Task:
What is needed is each line of the data below that holds the string "Tarrant".

Records for this exercise:

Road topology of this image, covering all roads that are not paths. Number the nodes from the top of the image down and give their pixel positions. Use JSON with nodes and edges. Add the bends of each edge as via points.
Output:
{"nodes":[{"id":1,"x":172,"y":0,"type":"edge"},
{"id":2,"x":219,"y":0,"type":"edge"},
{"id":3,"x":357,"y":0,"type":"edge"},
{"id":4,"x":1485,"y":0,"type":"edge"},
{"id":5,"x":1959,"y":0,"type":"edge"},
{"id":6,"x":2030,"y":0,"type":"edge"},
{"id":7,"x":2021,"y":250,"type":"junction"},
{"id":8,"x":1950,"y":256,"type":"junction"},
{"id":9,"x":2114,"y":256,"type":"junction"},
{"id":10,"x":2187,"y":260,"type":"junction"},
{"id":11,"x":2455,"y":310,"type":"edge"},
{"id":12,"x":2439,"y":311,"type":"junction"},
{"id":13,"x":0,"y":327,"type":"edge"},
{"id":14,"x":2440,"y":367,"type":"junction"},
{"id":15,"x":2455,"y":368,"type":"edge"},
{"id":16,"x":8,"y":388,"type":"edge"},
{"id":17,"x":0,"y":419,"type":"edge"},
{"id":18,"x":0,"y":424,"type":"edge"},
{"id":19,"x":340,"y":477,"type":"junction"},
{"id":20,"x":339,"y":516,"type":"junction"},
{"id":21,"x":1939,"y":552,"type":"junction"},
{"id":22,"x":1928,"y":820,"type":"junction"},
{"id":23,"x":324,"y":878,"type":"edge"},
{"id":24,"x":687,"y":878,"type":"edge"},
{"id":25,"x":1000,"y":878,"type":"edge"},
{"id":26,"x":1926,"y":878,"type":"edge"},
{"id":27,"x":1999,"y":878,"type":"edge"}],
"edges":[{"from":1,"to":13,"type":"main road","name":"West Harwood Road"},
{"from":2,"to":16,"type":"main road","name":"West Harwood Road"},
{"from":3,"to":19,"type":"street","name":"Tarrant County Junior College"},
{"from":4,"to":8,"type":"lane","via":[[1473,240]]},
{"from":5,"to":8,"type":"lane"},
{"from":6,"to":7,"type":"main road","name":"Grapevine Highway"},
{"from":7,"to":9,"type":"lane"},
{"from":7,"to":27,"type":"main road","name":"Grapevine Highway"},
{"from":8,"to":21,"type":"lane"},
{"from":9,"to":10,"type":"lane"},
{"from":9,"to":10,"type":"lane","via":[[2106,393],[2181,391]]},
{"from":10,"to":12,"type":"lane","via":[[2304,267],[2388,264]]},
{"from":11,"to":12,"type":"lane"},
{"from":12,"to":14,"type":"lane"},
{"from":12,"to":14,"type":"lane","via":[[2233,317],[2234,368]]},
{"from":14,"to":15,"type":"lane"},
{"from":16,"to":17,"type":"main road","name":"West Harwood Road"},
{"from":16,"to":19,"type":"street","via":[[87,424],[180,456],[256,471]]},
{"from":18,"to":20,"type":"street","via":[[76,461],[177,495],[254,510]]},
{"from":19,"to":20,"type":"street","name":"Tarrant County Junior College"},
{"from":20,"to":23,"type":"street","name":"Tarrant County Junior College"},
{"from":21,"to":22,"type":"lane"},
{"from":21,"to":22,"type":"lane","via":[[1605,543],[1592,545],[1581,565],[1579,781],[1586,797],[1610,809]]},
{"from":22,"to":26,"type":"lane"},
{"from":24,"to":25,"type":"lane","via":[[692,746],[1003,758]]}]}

Exercise answer:
{"from":3,"to":19,"type":"street","name":"Tarrant County Junior College"},
{"from":19,"to":20,"type":"street","name":"Tarrant County Junior College"},
{"from":20,"to":23,"type":"street","name":"Tarrant County Junior College"},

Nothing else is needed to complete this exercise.